Biggest problem of income investing
* It's based on theory.
* Higher income or diversification don't guarantee better performance or lower volatility.
* It's based on I feel, it works for me, I love it because it replaces my pay check...none of these are based on basic math, performance and volatility.
The ones who use it refuse to look or discuss performance or volatility because these are the only tools that can quantify investment success.
* If income is superior, every paper/research/article should prove it easily and we should have a much higher % of funds investing this way.
The reality is different, the richest investors or the most successful have concentrated portfolio and are not obsessed about income. They would buy a security based on potential performance and volatility/risk first.
* Why income investing has been promoted by a lot more by "experts" that want to charge you money?
Your discussion about investing and analysts focus on the rich. But the reality is that their financial goals are very different from those of most investors.

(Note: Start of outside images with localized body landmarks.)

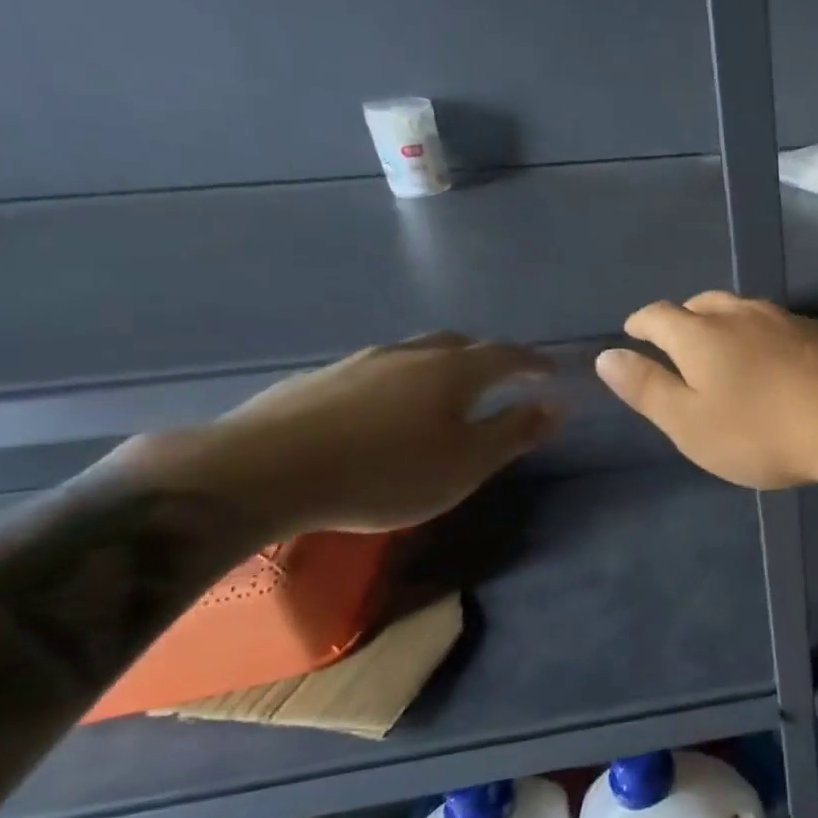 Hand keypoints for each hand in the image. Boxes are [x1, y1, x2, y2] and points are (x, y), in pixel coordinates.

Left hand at [116, 334, 560, 538]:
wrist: (260, 473)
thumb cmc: (384, 472)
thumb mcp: (466, 464)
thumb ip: (514, 432)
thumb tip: (557, 405)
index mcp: (453, 371)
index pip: (506, 355)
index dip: (533, 361)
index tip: (550, 370)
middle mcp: (408, 354)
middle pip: (458, 344)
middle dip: (487, 357)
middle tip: (502, 376)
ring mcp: (358, 363)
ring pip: (413, 353)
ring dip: (440, 365)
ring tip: (445, 391)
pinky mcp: (316, 381)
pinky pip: (375, 371)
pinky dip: (398, 381)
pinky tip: (384, 409)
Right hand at [594, 292, 817, 488]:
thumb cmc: (760, 430)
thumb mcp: (690, 423)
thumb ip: (648, 389)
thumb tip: (608, 356)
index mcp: (700, 334)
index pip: (659, 316)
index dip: (641, 322)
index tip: (633, 331)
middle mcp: (740, 315)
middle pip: (703, 304)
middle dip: (684, 317)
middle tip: (677, 336)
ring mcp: (785, 320)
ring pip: (743, 310)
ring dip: (724, 321)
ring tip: (722, 343)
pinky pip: (777, 325)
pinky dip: (761, 335)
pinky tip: (772, 357) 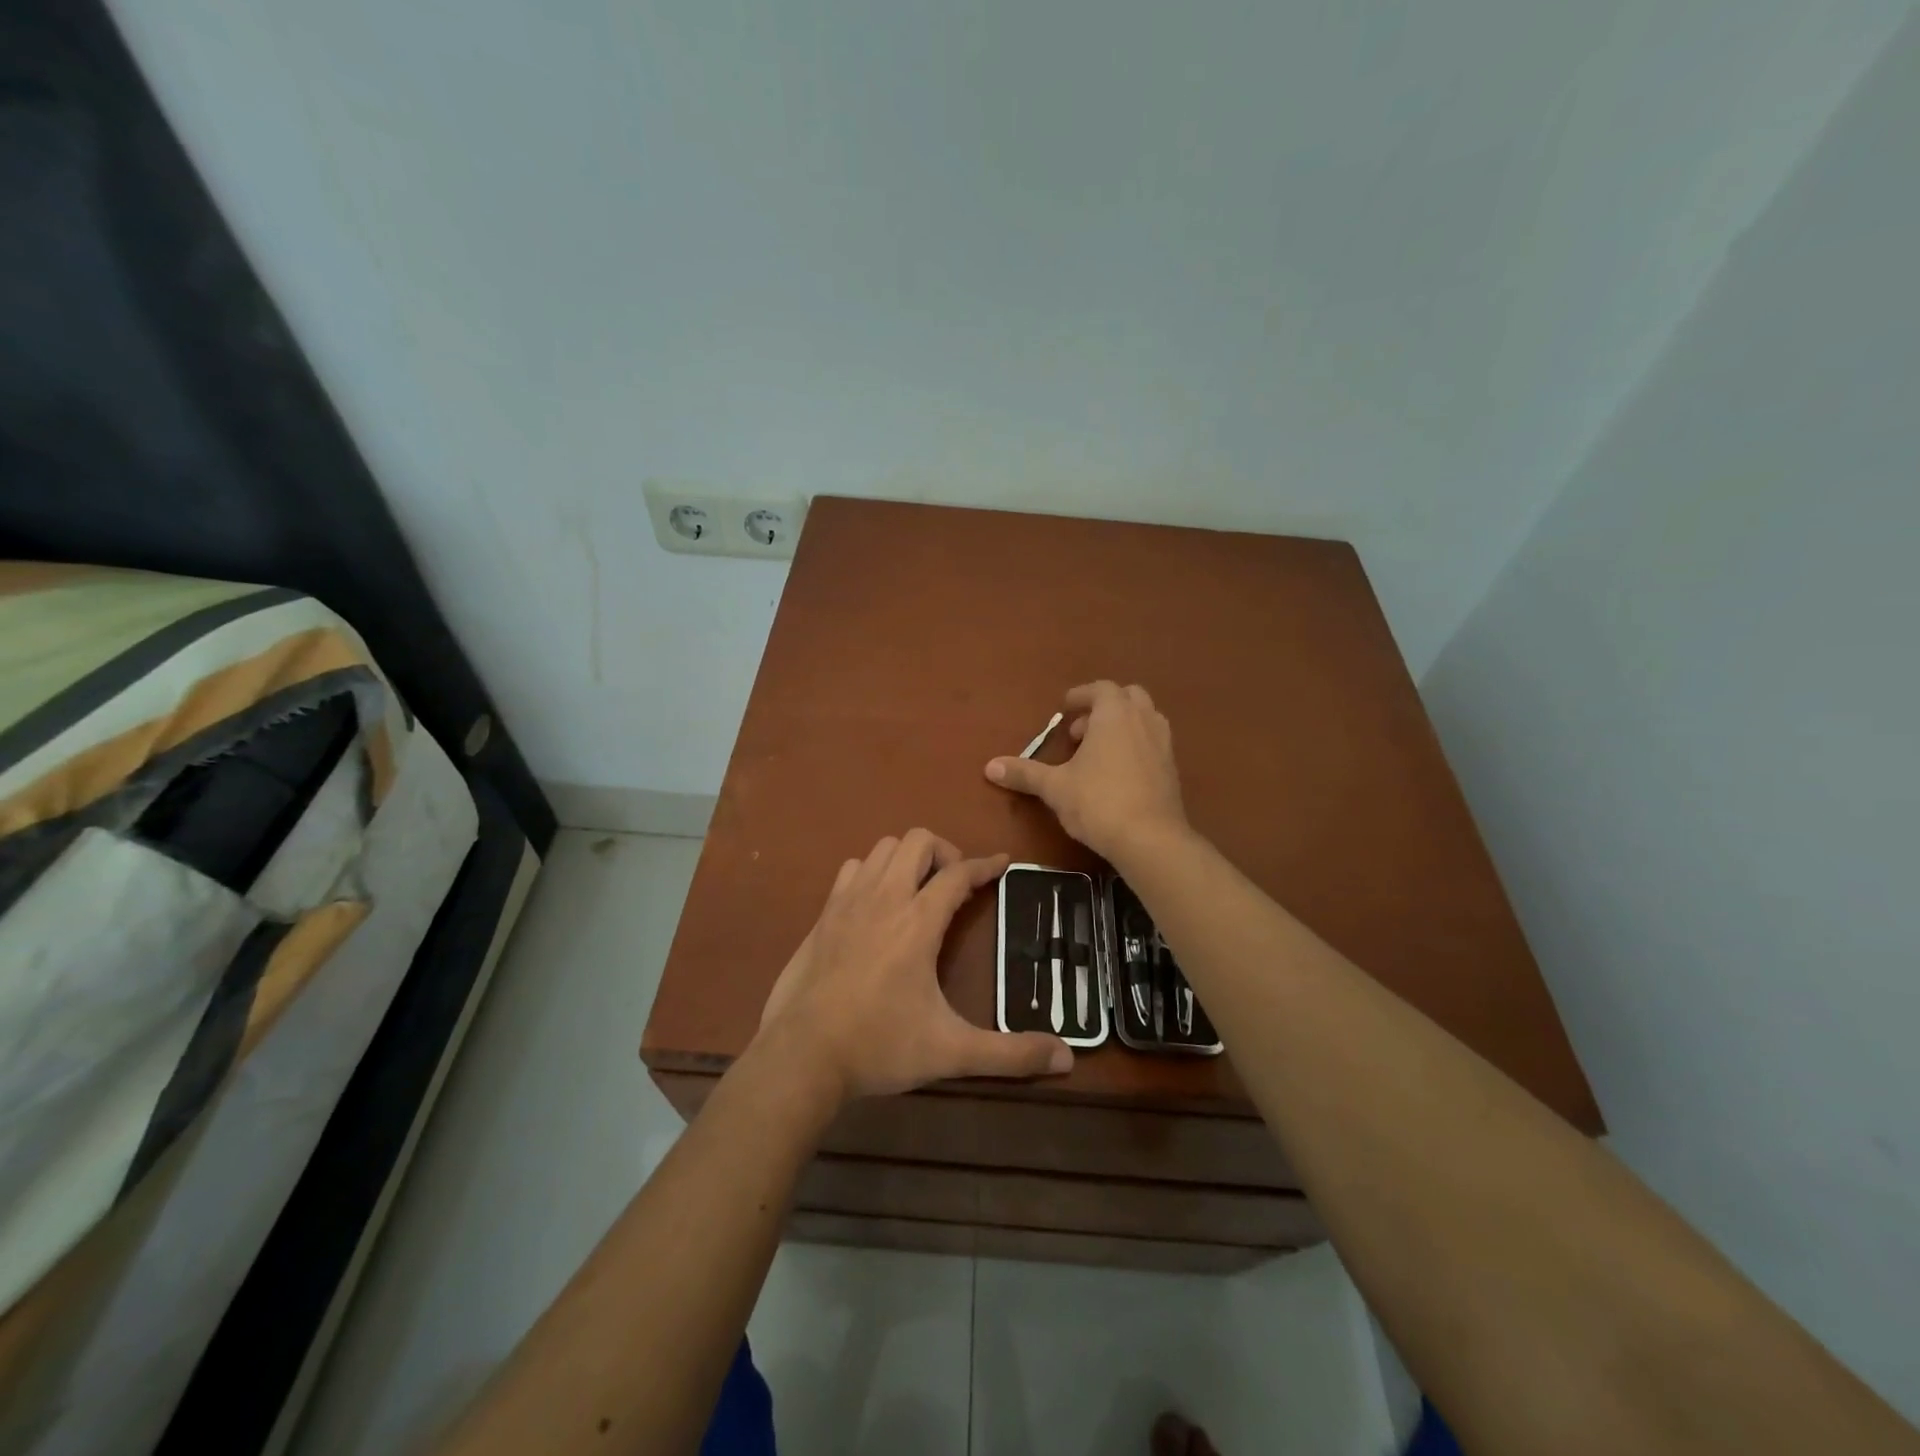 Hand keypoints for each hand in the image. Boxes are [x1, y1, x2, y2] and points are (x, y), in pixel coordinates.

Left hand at [756, 829, 1073, 1101]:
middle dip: (944, 852)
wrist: (802, 1055)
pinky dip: (871, 872)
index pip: (958, 874)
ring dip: (906, 859)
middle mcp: (883, 898)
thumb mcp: (951, 1052)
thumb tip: (1066, 1059)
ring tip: (919, 890)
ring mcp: (848, 902)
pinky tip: (877, 904)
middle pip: (917, 841)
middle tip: (955, 886)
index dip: (984, 865)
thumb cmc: (879, 1046)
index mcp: (917, 922)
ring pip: (882, 849)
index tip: (1002, 862)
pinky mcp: (823, 914)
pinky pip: (852, 868)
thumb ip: (1010, 1055)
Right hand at [984, 681, 1187, 862]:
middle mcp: (1144, 720)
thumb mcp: (1055, 787)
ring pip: (1145, 719)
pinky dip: (1136, 746)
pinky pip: (1153, 743)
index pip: (1100, 689)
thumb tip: (989, 766)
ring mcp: (1163, 744)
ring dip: (1122, 725)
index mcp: (1115, 714)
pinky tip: (1118, 774)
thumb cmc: (1098, 802)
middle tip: (1080, 731)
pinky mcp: (1172, 769)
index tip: (1065, 707)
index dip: (1081, 695)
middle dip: (1104, 707)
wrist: (1151, 839)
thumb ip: (1024, 773)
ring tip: (1098, 751)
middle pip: (1128, 697) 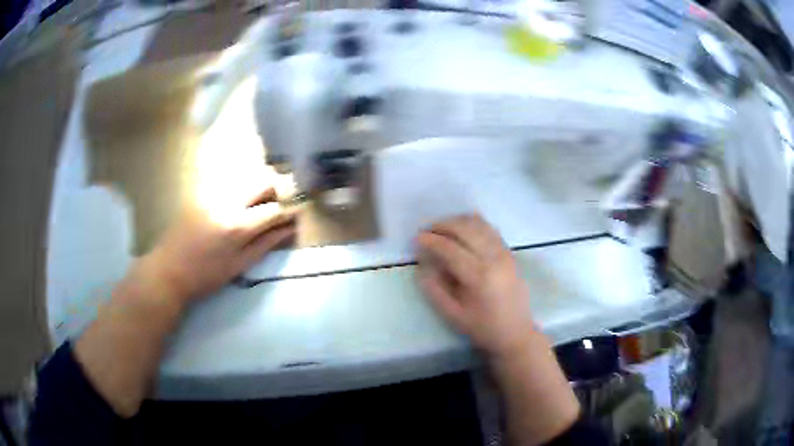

Wealthiest investors often don’t actually need income from their portfolios. Their wealth is tied up in massive stock holdings that continue to grow over time and become placed in trusts that allow the rich to borrow against them and never pay any taxes. Because of that, their main focus is usually avoiding taxes while letting their assets compound for as long as possible.
Most regular investors are in a completely different situation.
At some point, people want their investments to start paying them back. Whether it’s early retirement, cutting back on work, or simply covering part of their living expenses, investors eventually need
income, not just a higher account balance on paper.
That’s where dividends can play an important role.
Dividends provide cash flow without requiring you to sell shares. For many investors, that predictability matters. Instead of worrying about market timing or deciding when to sell, a dividend portfolio can produce regular income that shows up automatically.
And the tax treatment isn’t nearly as bad as many people assume. In fact, for a retired couple with little other income, it’s possible to receive around $98,000 per year in qualified dividends from a taxable account and still owe zero federal income tax.
In other words, dividends can provide both income and tax efficiency for the people who actually need their investments to support their lifestyle. This is not the case for large portfolios for very high wealth individuals.
This is why debates about dividends often miss the bigger picture. Critics tend to frame everything from the perspective of ultra-wealthy investors who are trying to maximize long-term asset growth and avoid taxes which dividends can trigger. This is actually what Warren Buffet advocates. But most investors aren’t billionaires with endless time horizons and a multimillion dollar expense account..
They’re people who eventually want their money to produce income they can live on.
And for that goal, dividends can be one of the simplest and most practical tools available.